» ASSIGNMENT
Give the listing again in full and exactly, apart from its pictures.

» DATA SHOWN
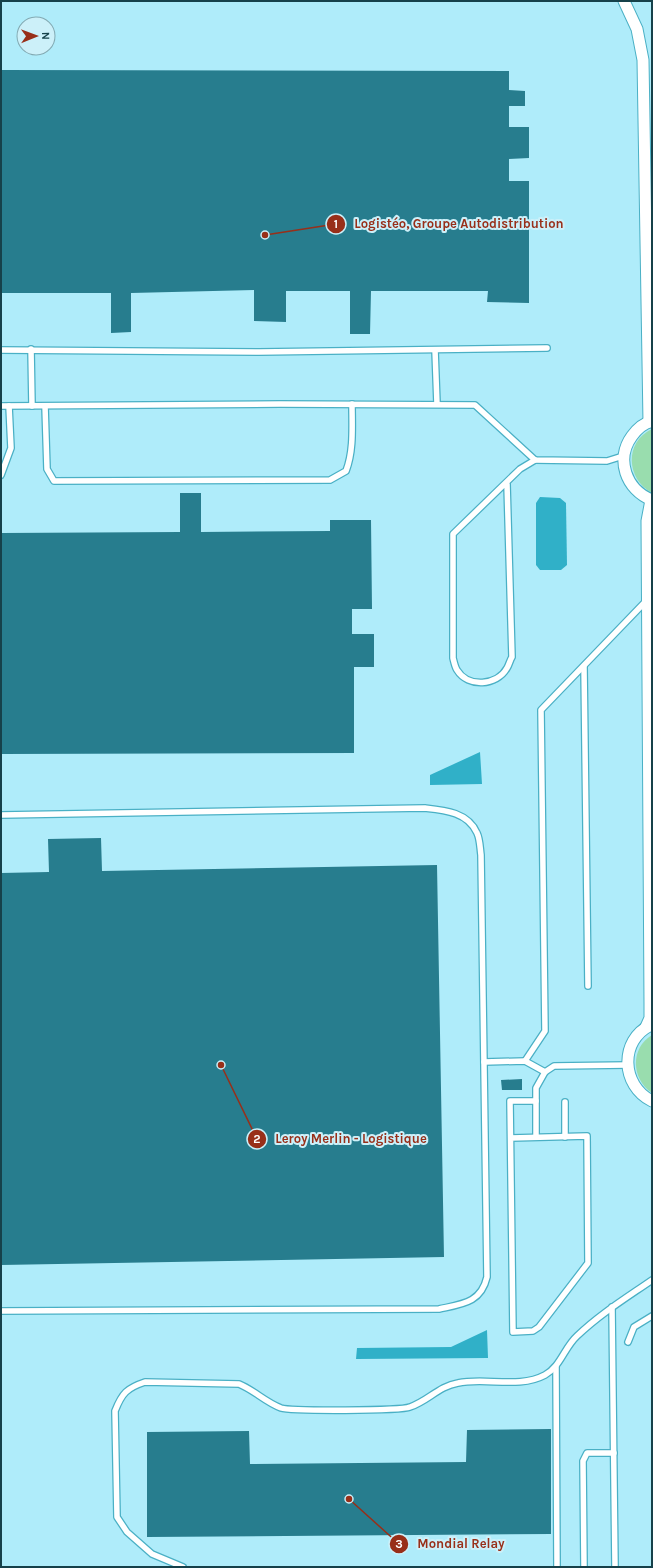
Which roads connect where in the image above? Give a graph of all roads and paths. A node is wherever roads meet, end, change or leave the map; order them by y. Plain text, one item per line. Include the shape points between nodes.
1 (624, 1) edge
2 (652, 178) edge
3 (644, 189) junction
4 (547, 348) dead end
5 (32, 349) junction
6 (1, 350) edge
7 (435, 350) junction
8 (352, 404) junction
9 (437, 404) junction
10 (1, 406) edge
11 (9, 406) junction
12 (32, 406) junction
13 (45, 406) junction
14 (650, 422) edge
15 (623, 456) junction
16 (535, 460) junction
17 (1, 474) edge
18 (507, 484) junction
19 (651, 500) edge
20 (648, 599) junction
21 (584, 667) junction
22 (1, 815) edge
23 (588, 986) dead end
24 (649, 1026) edge
25 (484, 1062) junction
26 (525, 1062) junction
27 (627, 1065) junction
28 (545, 1072) junction
29 (536, 1101) junction
30 (652, 1101) edge
31 (565, 1102) dead end
32 (536, 1137) junction
33 (564, 1137) junction
34 (511, 1138) junction
35 (652, 1280) edge
36 (612, 1307) junction
37 (1, 1311) edge
38 (652, 1316) edge
39 (628, 1342) dead end
40 (556, 1367) junction
41 (614, 1453) junction
42 (183, 1567) edge
43 (557, 1567) edge
44 (584, 1567) edge
45 (615, 1567) edge

1 - 3 street via 637,29 643,60
2 - 3 lane
3 - 14 street
4 - 7 lane
5 - 6 lane
5 - 7 lane via 259,352
5 - 12 lane
7 - 9 lane
8 - 9 lane
8 - 13 lane
8 - 13 lane via 350,462 346,471 330,480 54,481 47,469
9 - 16 lane via 475,405
10 - 11 lane
11 - 12 lane
11 - 17 lane via 11,448
12 - 13 lane
14 - 15 street via 636,430
15 - 16 lane via 607,461
15 - 19 street via 624,470 629,483
16 - 18 lane via 520,469
18 - 18 lane via 453,534 453,658 457,671 468,680 483,684 497,679 507,669 512,657
19 - 20 street via 647,521
20 - 21 lane
20 - 24 street
21 - 23 lane
21 - 26 lane via 541,710 545,1031
22 - 25 lane via 425,808 450,811 466,818 477,833 481,855
24 - 27 street via 632,1044
25 - 26 lane
25 - 37 lane via 487,1277 484,1289 478,1296 463,1304 439,1309
26 - 28 lane
27 - 28 lane via 554,1066
27 - 30 street via 636,1089
28 - 29 lane via 536,1088
29 - 32 lane
29 - 34 lane via 510,1102
31 - 33 lane
32 - 33 lane
32 - 34 lane
33 - 34 lane via 587,1136 588,1263 539,1327 533,1331 513,1332
35 - 36 lane
36 - 40 lane via 599,1315 575,1338
36 - 41 lane
38 - 39 lane via 634,1327
40 - 42 lane via 530,1380 459,1382 442,1387 428,1399 409,1408 301,1410 282,1408 239,1384 144,1382 132,1386 120,1397 115,1410 117,1517 127,1532 152,1554
40 - 43 lane
41 - 44 lane via 587,1453 583,1461
41 - 45 lane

» SOLUTION TO THIS PROBLEM
Which roads connect where in the image above? Give a graph of all roads and paths. A node is wherever roads meet, end, change or leave the map; order them by y. Plain text, one item per line. Include the shape points between nodes.
1 (624, 1) edge
2 (652, 178) edge
3 (644, 189) junction
4 (547, 348) dead end
5 (32, 349) junction
6 (1, 350) edge
7 (435, 350) junction
8 (352, 404) junction
9 (437, 404) junction
10 (1, 406) edge
11 (9, 406) junction
12 (32, 406) junction
13 (45, 406) junction
14 (650, 422) edge
15 (623, 456) junction
16 (535, 460) junction
17 (1, 474) edge
18 (507, 484) junction
19 (651, 500) edge
20 (648, 599) junction
21 (584, 667) junction
22 (1, 815) edge
23 (588, 986) dead end
24 (649, 1026) edge
25 (484, 1062) junction
26 (525, 1062) junction
27 (627, 1065) junction
28 (545, 1072) junction
29 (536, 1101) junction
30 (652, 1101) edge
31 (565, 1102) dead end
32 (536, 1137) junction
33 (564, 1137) junction
34 (511, 1138) junction
35 (652, 1280) edge
36 (612, 1307) junction
37 (1, 1311) edge
38 (652, 1316) edge
39 (628, 1342) dead end
40 (556, 1367) junction
41 (614, 1453) junction
42 (183, 1567) edge
43 (557, 1567) edge
44 (584, 1567) edge
45 (615, 1567) edge

1 - 3 street via 637,29 643,60
2 - 3 lane
3 - 14 street
4 - 7 lane
5 - 6 lane
5 - 7 lane via 259,352
5 - 12 lane
7 - 9 lane
8 - 9 lane
8 - 13 lane
8 - 13 lane via 350,462 346,471 330,480 54,481 47,469
9 - 16 lane via 475,405
10 - 11 lane
11 - 12 lane
11 - 17 lane via 11,448
12 - 13 lane
14 - 15 street via 636,430
15 - 16 lane via 607,461
15 - 19 street via 624,470 629,483
16 - 18 lane via 520,469
18 - 18 lane via 453,534 453,658 457,671 468,680 483,684 497,679 507,669 512,657
19 - 20 street via 647,521
20 - 21 lane
20 - 24 street
21 - 23 lane
21 - 26 lane via 541,710 545,1031
22 - 25 lane via 425,808 450,811 466,818 477,833 481,855
24 - 27 street via 632,1044
25 - 26 lane
25 - 37 lane via 487,1277 484,1289 478,1296 463,1304 439,1309
26 - 28 lane
27 - 28 lane via 554,1066
27 - 30 street via 636,1089
28 - 29 lane via 536,1088
29 - 32 lane
29 - 34 lane via 510,1102
31 - 33 lane
32 - 33 lane
32 - 34 lane
33 - 34 lane via 587,1136 588,1263 539,1327 533,1331 513,1332
35 - 36 lane
36 - 40 lane via 599,1315 575,1338
36 - 41 lane
38 - 39 lane via 634,1327
40 - 42 lane via 530,1380 459,1382 442,1387 428,1399 409,1408 301,1410 282,1408 239,1384 144,1382 132,1386 120,1397 115,1410 117,1517 127,1532 152,1554
40 - 43 lane
41 - 44 lane via 587,1453 583,1461
41 - 45 lane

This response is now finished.